**EXERCISE REQUIREMENTS**
Give the records again exactly as written. Leave out the pictures.

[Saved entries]
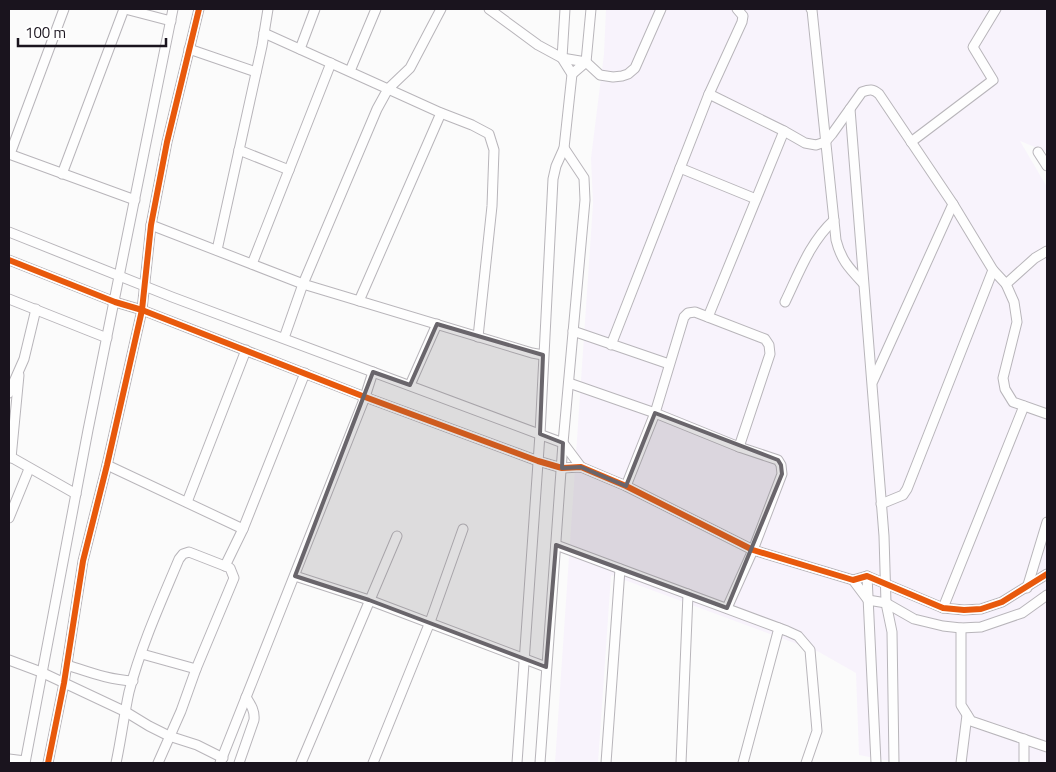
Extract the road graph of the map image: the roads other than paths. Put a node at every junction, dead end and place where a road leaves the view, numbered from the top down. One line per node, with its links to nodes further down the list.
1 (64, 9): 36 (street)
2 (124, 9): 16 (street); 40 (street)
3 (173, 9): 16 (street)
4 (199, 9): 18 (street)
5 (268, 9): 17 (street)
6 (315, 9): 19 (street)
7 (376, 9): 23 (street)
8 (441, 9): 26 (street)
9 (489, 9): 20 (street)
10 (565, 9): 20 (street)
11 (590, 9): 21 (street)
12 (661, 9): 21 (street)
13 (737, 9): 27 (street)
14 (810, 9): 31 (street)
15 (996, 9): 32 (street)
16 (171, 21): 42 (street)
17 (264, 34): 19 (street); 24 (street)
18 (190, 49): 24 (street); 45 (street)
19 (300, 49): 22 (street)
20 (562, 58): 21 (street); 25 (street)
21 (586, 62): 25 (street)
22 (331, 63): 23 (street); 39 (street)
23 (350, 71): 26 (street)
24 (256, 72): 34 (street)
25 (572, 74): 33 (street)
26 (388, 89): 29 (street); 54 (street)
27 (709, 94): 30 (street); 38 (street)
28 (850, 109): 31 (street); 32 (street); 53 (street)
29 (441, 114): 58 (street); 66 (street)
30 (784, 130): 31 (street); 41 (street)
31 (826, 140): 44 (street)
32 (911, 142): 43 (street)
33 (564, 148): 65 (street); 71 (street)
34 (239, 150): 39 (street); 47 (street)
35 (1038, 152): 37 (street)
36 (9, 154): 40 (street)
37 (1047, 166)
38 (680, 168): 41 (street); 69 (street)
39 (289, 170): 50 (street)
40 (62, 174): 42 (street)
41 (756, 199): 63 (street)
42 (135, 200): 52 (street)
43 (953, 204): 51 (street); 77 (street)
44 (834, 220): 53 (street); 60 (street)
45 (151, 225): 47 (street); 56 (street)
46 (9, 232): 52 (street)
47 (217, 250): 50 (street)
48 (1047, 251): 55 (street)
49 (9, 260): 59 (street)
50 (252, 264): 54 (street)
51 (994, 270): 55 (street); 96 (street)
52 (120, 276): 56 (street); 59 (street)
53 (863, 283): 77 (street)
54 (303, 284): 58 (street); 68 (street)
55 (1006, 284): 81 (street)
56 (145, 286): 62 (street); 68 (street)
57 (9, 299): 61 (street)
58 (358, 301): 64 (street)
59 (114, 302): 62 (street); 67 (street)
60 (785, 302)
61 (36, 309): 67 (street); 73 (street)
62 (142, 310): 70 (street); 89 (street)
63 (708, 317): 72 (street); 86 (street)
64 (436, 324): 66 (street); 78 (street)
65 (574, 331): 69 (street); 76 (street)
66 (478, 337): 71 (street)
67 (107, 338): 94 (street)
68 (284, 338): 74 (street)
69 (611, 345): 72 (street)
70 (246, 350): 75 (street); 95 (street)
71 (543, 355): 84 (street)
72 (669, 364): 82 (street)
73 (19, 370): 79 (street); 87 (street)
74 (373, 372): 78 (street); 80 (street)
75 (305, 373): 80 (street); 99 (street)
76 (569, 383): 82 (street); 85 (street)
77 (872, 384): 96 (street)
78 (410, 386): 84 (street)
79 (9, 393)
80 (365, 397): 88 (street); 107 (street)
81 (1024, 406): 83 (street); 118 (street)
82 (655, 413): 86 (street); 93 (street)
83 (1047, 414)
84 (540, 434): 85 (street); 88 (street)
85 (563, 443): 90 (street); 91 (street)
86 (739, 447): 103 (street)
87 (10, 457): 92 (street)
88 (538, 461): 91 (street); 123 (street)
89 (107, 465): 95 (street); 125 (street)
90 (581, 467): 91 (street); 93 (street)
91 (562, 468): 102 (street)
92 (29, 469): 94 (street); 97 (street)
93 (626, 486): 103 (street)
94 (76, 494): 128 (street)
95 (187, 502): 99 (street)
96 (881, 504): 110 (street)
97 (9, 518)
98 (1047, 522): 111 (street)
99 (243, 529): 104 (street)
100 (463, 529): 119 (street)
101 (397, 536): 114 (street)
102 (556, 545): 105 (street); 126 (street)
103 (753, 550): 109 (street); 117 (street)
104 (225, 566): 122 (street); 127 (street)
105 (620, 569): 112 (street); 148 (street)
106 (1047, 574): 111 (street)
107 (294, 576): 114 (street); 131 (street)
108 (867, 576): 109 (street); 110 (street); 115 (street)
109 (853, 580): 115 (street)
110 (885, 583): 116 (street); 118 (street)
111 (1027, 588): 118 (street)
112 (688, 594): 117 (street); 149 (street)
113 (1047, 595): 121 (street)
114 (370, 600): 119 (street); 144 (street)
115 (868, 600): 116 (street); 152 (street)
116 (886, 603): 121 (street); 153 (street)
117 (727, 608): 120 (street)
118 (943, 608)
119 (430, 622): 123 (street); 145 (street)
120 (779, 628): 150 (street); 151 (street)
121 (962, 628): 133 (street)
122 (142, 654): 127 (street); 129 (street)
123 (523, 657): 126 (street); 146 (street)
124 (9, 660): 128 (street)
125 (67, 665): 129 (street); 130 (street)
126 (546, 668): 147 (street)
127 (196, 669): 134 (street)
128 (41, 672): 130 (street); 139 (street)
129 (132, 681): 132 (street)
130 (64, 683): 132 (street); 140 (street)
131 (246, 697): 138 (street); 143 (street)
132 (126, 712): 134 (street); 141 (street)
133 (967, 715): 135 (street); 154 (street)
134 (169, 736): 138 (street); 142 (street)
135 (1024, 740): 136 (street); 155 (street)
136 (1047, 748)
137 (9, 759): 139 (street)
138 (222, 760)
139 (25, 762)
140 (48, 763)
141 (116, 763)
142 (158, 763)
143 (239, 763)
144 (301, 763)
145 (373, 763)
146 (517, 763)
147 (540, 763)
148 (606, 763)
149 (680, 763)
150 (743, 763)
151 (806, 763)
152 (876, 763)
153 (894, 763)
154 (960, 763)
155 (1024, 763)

**SOLUTION FOR THIS TASK**
Extract the road graph of the map image: the roads other than paths. Put a node at every junction, dead end and place where a road leaves the view, numbered from the top down. One line per node, with its links to nodes further down the list.
1 (64, 9): 36 (street)
2 (124, 9): 16 (street); 40 (street)
3 (173, 9): 16 (street)
4 (199, 9): 18 (street)
5 (268, 9): 17 (street)
6 (315, 9): 19 (street)
7 (376, 9): 23 (street)
8 (441, 9): 26 (street)
9 (489, 9): 20 (street)
10 (565, 9): 20 (street)
11 (590, 9): 21 (street)
12 (661, 9): 21 (street)
13 (737, 9): 27 (street)
14 (810, 9): 31 (street)
15 (996, 9): 32 (street)
16 (171, 21): 42 (street)
17 (264, 34): 19 (street); 24 (street)
18 (190, 49): 24 (street); 45 (street)
19 (300, 49): 22 (street)
20 (562, 58): 21 (street); 25 (street)
21 (586, 62): 25 (street)
22 (331, 63): 23 (street); 39 (street)
23 (350, 71): 26 (street)
24 (256, 72): 34 (street)
25 (572, 74): 33 (street)
26 (388, 89): 29 (street); 54 (street)
27 (709, 94): 30 (street); 38 (street)
28 (850, 109): 31 (street); 32 (street); 53 (street)
29 (441, 114): 58 (street); 66 (street)
30 (784, 130): 31 (street); 41 (street)
31 (826, 140): 44 (street)
32 (911, 142): 43 (street)
33 (564, 148): 65 (street); 71 (street)
34 (239, 150): 39 (street); 47 (street)
35 (1038, 152): 37 (street)
36 (9, 154): 40 (street)
37 (1047, 166)
38 (680, 168): 41 (street); 69 (street)
39 (289, 170): 50 (street)
40 (62, 174): 42 (street)
41 (756, 199): 63 (street)
42 (135, 200): 52 (street)
43 (953, 204): 51 (street); 77 (street)
44 (834, 220): 53 (street); 60 (street)
45 (151, 225): 47 (street); 56 (street)
46 (9, 232): 52 (street)
47 (217, 250): 50 (street)
48 (1047, 251): 55 (street)
49 (9, 260): 59 (street)
50 (252, 264): 54 (street)
51 (994, 270): 55 (street); 96 (street)
52 (120, 276): 56 (street); 59 (street)
53 (863, 283): 77 (street)
54 (303, 284): 58 (street); 68 (street)
55 (1006, 284): 81 (street)
56 (145, 286): 62 (street); 68 (street)
57 (9, 299): 61 (street)
58 (358, 301): 64 (street)
59 (114, 302): 62 (street); 67 (street)
60 (785, 302)
61 (36, 309): 67 (street); 73 (street)
62 (142, 310): 70 (street); 89 (street)
63 (708, 317): 72 (street); 86 (street)
64 (436, 324): 66 (street); 78 (street)
65 (574, 331): 69 (street); 76 (street)
66 (478, 337): 71 (street)
67 (107, 338): 94 (street)
68 (284, 338): 74 (street)
69 (611, 345): 72 (street)
70 (246, 350): 75 (street); 95 (street)
71 (543, 355): 84 (street)
72 (669, 364): 82 (street)
73 (19, 370): 79 (street); 87 (street)
74 (373, 372): 78 (street); 80 (street)
75 (305, 373): 80 (street); 99 (street)
76 (569, 383): 82 (street); 85 (street)
77 (872, 384): 96 (street)
78 (410, 386): 84 (street)
79 (9, 393)
80 (365, 397): 88 (street); 107 (street)
81 (1024, 406): 83 (street); 118 (street)
82 (655, 413): 86 (street); 93 (street)
83 (1047, 414)
84 (540, 434): 85 (street); 88 (street)
85 (563, 443): 90 (street); 91 (street)
86 (739, 447): 103 (street)
87 (10, 457): 92 (street)
88 (538, 461): 91 (street); 123 (street)
89 (107, 465): 95 (street); 125 (street)
90 (581, 467): 91 (street); 93 (street)
91 (562, 468): 102 (street)
92 (29, 469): 94 (street); 97 (street)
93 (626, 486): 103 (street)
94 (76, 494): 128 (street)
95 (187, 502): 99 (street)
96 (881, 504): 110 (street)
97 (9, 518)
98 (1047, 522): 111 (street)
99 (243, 529): 104 (street)
100 (463, 529): 119 (street)
101 (397, 536): 114 (street)
102 (556, 545): 105 (street); 126 (street)
103 (753, 550): 109 (street); 117 (street)
104 (225, 566): 122 (street); 127 (street)
105 (620, 569): 112 (street); 148 (street)
106 (1047, 574): 111 (street)
107 (294, 576): 114 (street); 131 (street)
108 (867, 576): 109 (street); 110 (street); 115 (street)
109 (853, 580): 115 (street)
110 (885, 583): 116 (street); 118 (street)
111 (1027, 588): 118 (street)
112 (688, 594): 117 (street); 149 (street)
113 (1047, 595): 121 (street)
114 (370, 600): 119 (street); 144 (street)
115 (868, 600): 116 (street); 152 (street)
116 (886, 603): 121 (street); 153 (street)
117 (727, 608): 120 (street)
118 (943, 608)
119 (430, 622): 123 (street); 145 (street)
120 (779, 628): 150 (street); 151 (street)
121 (962, 628): 133 (street)
122 (142, 654): 127 (street); 129 (street)
123 (523, 657): 126 (street); 146 (street)
124 (9, 660): 128 (street)
125 (67, 665): 129 (street); 130 (street)
126 (546, 668): 147 (street)
127 (196, 669): 134 (street)
128 (41, 672): 130 (street); 139 (street)
129 (132, 681): 132 (street)
130 (64, 683): 132 (street); 140 (street)
131 (246, 697): 138 (street); 143 (street)
132 (126, 712): 134 (street); 141 (street)
133 (967, 715): 135 (street); 154 (street)
134 (169, 736): 138 (street); 142 (street)
135 (1024, 740): 136 (street); 155 (street)
136 (1047, 748)
137 (9, 759): 139 (street)
138 (222, 760)
139 (25, 762)
140 (48, 763)
141 (116, 763)
142 (158, 763)
143 (239, 763)
144 (301, 763)
145 (373, 763)
146 (517, 763)
147 (540, 763)
148 (606, 763)
149 (680, 763)
150 (743, 763)
151 (806, 763)
152 (876, 763)
153 (894, 763)
154 (960, 763)
155 (1024, 763)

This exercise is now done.